PROMPT:
Go through the listing and transcribe each line exactly.

EXCERPTED DATA:
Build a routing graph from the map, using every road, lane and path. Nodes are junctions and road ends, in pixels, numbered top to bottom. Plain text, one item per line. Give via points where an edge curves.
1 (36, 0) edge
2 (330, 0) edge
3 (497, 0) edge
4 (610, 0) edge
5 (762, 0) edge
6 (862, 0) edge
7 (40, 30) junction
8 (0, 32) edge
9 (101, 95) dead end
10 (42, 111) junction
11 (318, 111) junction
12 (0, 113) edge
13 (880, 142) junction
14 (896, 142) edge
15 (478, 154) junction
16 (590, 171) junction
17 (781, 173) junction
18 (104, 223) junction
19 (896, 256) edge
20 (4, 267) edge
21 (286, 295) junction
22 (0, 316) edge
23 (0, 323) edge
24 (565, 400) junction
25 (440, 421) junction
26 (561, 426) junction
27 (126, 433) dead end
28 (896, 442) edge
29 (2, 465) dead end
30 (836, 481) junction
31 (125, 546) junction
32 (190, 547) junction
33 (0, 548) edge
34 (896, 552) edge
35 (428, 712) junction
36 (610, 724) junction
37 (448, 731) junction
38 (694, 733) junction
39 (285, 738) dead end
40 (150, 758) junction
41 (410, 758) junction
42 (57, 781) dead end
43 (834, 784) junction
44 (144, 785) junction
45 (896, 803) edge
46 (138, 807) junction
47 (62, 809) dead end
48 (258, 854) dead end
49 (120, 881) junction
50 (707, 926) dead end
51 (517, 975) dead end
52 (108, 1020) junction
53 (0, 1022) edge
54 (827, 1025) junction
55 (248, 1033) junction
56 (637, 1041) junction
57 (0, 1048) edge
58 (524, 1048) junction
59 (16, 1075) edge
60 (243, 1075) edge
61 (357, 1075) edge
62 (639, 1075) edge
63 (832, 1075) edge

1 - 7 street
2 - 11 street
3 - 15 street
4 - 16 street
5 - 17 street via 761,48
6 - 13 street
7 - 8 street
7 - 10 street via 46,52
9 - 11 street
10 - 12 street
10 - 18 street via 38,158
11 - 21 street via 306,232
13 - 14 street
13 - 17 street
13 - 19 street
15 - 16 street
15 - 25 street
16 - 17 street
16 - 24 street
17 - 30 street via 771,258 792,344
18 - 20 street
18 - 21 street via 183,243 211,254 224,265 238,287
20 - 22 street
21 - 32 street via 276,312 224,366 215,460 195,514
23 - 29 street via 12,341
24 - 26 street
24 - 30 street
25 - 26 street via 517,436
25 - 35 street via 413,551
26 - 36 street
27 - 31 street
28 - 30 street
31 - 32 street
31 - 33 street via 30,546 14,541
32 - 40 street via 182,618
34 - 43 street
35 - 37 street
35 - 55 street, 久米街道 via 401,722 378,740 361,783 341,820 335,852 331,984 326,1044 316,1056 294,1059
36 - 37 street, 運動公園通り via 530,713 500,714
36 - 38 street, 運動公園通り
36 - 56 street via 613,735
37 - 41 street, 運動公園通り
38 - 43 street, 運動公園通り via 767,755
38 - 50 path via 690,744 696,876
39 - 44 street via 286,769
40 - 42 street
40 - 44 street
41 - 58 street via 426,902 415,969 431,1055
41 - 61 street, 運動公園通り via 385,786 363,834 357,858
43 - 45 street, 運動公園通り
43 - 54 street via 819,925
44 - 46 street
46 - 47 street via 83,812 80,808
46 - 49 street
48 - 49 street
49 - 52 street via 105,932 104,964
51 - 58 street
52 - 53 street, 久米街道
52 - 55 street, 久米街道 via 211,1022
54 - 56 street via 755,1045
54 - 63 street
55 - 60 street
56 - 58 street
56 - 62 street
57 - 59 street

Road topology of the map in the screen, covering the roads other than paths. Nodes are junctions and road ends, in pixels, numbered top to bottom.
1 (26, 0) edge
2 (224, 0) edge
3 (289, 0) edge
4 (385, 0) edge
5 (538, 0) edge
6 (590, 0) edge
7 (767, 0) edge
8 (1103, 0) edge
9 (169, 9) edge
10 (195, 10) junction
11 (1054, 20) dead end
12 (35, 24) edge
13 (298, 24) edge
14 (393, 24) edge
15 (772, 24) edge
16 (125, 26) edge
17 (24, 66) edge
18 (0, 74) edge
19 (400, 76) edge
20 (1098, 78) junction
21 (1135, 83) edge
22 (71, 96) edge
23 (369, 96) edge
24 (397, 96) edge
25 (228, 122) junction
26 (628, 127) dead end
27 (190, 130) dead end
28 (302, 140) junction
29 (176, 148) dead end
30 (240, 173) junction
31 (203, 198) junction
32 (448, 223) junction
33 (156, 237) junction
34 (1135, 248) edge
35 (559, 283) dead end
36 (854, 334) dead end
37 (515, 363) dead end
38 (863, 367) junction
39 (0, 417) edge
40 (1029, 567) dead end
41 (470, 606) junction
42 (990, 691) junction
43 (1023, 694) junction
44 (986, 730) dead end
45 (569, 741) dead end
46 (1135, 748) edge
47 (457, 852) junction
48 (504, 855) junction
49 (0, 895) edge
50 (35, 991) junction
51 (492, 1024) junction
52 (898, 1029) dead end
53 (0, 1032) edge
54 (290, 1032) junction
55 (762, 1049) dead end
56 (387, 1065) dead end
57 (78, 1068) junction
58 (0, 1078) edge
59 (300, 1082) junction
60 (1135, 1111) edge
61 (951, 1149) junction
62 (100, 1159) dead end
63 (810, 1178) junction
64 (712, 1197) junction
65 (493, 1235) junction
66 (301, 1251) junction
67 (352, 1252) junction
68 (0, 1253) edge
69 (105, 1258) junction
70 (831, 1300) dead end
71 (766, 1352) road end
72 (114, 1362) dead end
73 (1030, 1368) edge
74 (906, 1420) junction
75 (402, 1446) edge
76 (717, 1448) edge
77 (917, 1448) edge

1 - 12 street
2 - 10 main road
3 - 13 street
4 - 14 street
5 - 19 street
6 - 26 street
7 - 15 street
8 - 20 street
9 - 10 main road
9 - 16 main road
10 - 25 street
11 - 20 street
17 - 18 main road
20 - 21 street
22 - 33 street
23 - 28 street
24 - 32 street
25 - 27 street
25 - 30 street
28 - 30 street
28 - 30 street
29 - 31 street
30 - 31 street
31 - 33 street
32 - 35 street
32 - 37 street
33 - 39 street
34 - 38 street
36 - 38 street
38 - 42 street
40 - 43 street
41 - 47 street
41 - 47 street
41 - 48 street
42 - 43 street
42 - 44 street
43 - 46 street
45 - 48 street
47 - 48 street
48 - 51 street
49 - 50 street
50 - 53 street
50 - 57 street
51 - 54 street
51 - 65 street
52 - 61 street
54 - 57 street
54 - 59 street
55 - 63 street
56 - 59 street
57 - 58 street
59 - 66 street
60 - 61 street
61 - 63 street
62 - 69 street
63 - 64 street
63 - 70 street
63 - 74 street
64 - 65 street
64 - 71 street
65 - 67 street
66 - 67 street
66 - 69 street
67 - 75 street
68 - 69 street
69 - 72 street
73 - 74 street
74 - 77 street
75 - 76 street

REPLY TO THE EXERCISE:
Build a routing graph from the map, using every road, lane and path. Nodes are junctions and road ends, in pixels, numbered top to bottom. Plain text, one item per line. Give via points where an edge curves.
1 (36, 0) edge
2 (330, 0) edge
3 (497, 0) edge
4 (610, 0) edge
5 (762, 0) edge
6 (862, 0) edge
7 (40, 30) junction
8 (0, 32) edge
9 (101, 95) dead end
10 (42, 111) junction
11 (318, 111) junction
12 (0, 113) edge
13 (880, 142) junction
14 (896, 142) edge
15 (478, 154) junction
16 (590, 171) junction
17 (781, 173) junction
18 (104, 223) junction
19 (896, 256) edge
20 (4, 267) edge
21 (286, 295) junction
22 (0, 316) edge
23 (0, 323) edge
24 (565, 400) junction
25 (440, 421) junction
26 (561, 426) junction
27 (126, 433) dead end
28 (896, 442) edge
29 (2, 465) dead end
30 (836, 481) junction
31 (125, 546) junction
32 (190, 547) junction
33 (0, 548) edge
34 (896, 552) edge
35 (428, 712) junction
36 (610, 724) junction
37 (448, 731) junction
38 (694, 733) junction
39 (285, 738) dead end
40 (150, 758) junction
41 (410, 758) junction
42 (57, 781) dead end
43 (834, 784) junction
44 (144, 785) junction
45 (896, 803) edge
46 (138, 807) junction
47 (62, 809) dead end
48 (258, 854) dead end
49 (120, 881) junction
50 (707, 926) dead end
51 (517, 975) dead end
52 (108, 1020) junction
53 (0, 1022) edge
54 (827, 1025) junction
55 (248, 1033) junction
56 (637, 1041) junction
57 (0, 1048) edge
58 (524, 1048) junction
59 (16, 1075) edge
60 (243, 1075) edge
61 (357, 1075) edge
62 (639, 1075) edge
63 (832, 1075) edge

1 - 7 street
2 - 11 street
3 - 15 street
4 - 16 street
5 - 17 street via 761,48
6 - 13 street
7 - 8 street
7 - 10 street via 46,52
9 - 11 street
10 - 12 street
10 - 18 street via 38,158
11 - 21 street via 306,232
13 - 14 street
13 - 17 street
13 - 19 street
15 - 16 street
15 - 25 street
16 - 17 street
16 - 24 street
17 - 30 street via 771,258 792,344
18 - 20 street
18 - 21 street via 183,243 211,254 224,265 238,287
20 - 22 street
21 - 32 street via 276,312 224,366 215,460 195,514
23 - 29 street via 12,341
24 - 26 street
24 - 30 street
25 - 26 street via 517,436
25 - 35 street via 413,551
26 - 36 street
27 - 31 street
28 - 30 street
31 - 32 street
31 - 33 street via 30,546 14,541
32 - 40 street via 182,618
34 - 43 street
35 - 37 street
35 - 55 street, 久米街道 via 401,722 378,740 361,783 341,820 335,852 331,984 326,1044 316,1056 294,1059
36 - 37 street, 運動公園通り via 530,713 500,714
36 - 38 street, 運動公園通り
36 - 56 street via 613,735
37 - 41 street, 運動公園通り
38 - 43 street, 運動公園通り via 767,755
38 - 50 path via 690,744 696,876
39 - 44 street via 286,769
40 - 42 street
40 - 44 street
41 - 58 street via 426,902 415,969 431,1055
41 - 61 street, 運動公園通り via 385,786 363,834 357,858
43 - 45 street, 運動公園通り
43 - 54 street via 819,925
44 - 46 street
46 - 47 street via 83,812 80,808
46 - 49 street
48 - 49 street
49 - 52 street via 105,932 104,964
51 - 58 street
52 - 53 street, 久米街道
52 - 55 street, 久米街道 via 211,1022
54 - 56 street via 755,1045
54 - 63 street
55 - 60 street
56 - 58 street
56 - 62 street
57 - 59 street

Road topology of the map in the screen, covering the roads other than paths. Nodes are junctions and road ends, in pixels, numbered top to bottom.
1 (26, 0) edge
2 (224, 0) edge
3 (289, 0) edge
4 (385, 0) edge
5 (538, 0) edge
6 (590, 0) edge
7 (767, 0) edge
8 (1103, 0) edge
9 (169, 9) edge
10 (195, 10) junction
11 (1054, 20) dead end
12 (35, 24) edge
13 (298, 24) edge
14 (393, 24) edge
15 (772, 24) edge
16 (125, 26) edge
17 (24, 66) edge
18 (0, 74) edge
19 (400, 76) edge
20 (1098, 78) junction
21 (1135, 83) edge
22 (71, 96) edge
23 (369, 96) edge
24 (397, 96) edge
25 (228, 122) junction
26 (628, 127) dead end
27 (190, 130) dead end
28 (302, 140) junction
29 (176, 148) dead end
30 (240, 173) junction
31 (203, 198) junction
32 (448, 223) junction
33 (156, 237) junction
34 (1135, 248) edge
35 (559, 283) dead end
36 (854, 334) dead end
37 (515, 363) dead end
38 (863, 367) junction
39 (0, 417) edge
40 (1029, 567) dead end
41 (470, 606) junction
42 (990, 691) junction
43 (1023, 694) junction
44 (986, 730) dead end
45 (569, 741) dead end
46 (1135, 748) edge
47 (457, 852) junction
48 (504, 855) junction
49 (0, 895) edge
50 (35, 991) junction
51 (492, 1024) junction
52 (898, 1029) dead end
53 (0, 1032) edge
54 (290, 1032) junction
55 (762, 1049) dead end
56 (387, 1065) dead end
57 (78, 1068) junction
58 (0, 1078) edge
59 (300, 1082) junction
60 (1135, 1111) edge
61 (951, 1149) junction
62 (100, 1159) dead end
63 (810, 1178) junction
64 (712, 1197) junction
65 (493, 1235) junction
66 (301, 1251) junction
67 (352, 1252) junction
68 (0, 1253) edge
69 (105, 1258) junction
70 (831, 1300) dead end
71 (766, 1352) road end
72 (114, 1362) dead end
73 (1030, 1368) edge
74 (906, 1420) junction
75 (402, 1446) edge
76 (717, 1448) edge
77 (917, 1448) edge

1 - 12 street
2 - 10 main road
3 - 13 street
4 - 14 street
5 - 19 street
6 - 26 street
7 - 15 street
8 - 20 street
9 - 10 main road
9 - 16 main road
10 - 25 street
11 - 20 street
17 - 18 main road
20 - 21 street
22 - 33 street
23 - 28 street
24 - 32 street
25 - 27 street
25 - 30 street
28 - 30 street
28 - 30 street
29 - 31 street
30 - 31 street
31 - 33 street
32 - 35 street
32 - 37 street
33 - 39 street
34 - 38 street
36 - 38 street
38 - 42 street
40 - 43 street
41 - 47 street
41 - 47 street
41 - 48 street
42 - 43 street
42 - 44 street
43 - 46 street
45 - 48 street
47 - 48 street
48 - 51 street
49 - 50 street
50 - 53 street
50 - 57 street
51 - 54 street
51 - 65 street
52 - 61 street
54 - 57 street
54 - 59 street
55 - 63 street
56 - 59 street
57 - 58 street
59 - 66 street
60 - 61 street
61 - 63 street
62 - 69 street
63 - 64 street
63 - 70 street
63 - 74 street
64 - 65 street
64 - 71 street
65 - 67 street
66 - 67 street
66 - 69 street
67 - 75 street
68 - 69 street
69 - 72 street
73 - 74 street
74 - 77 street
75 - 76 street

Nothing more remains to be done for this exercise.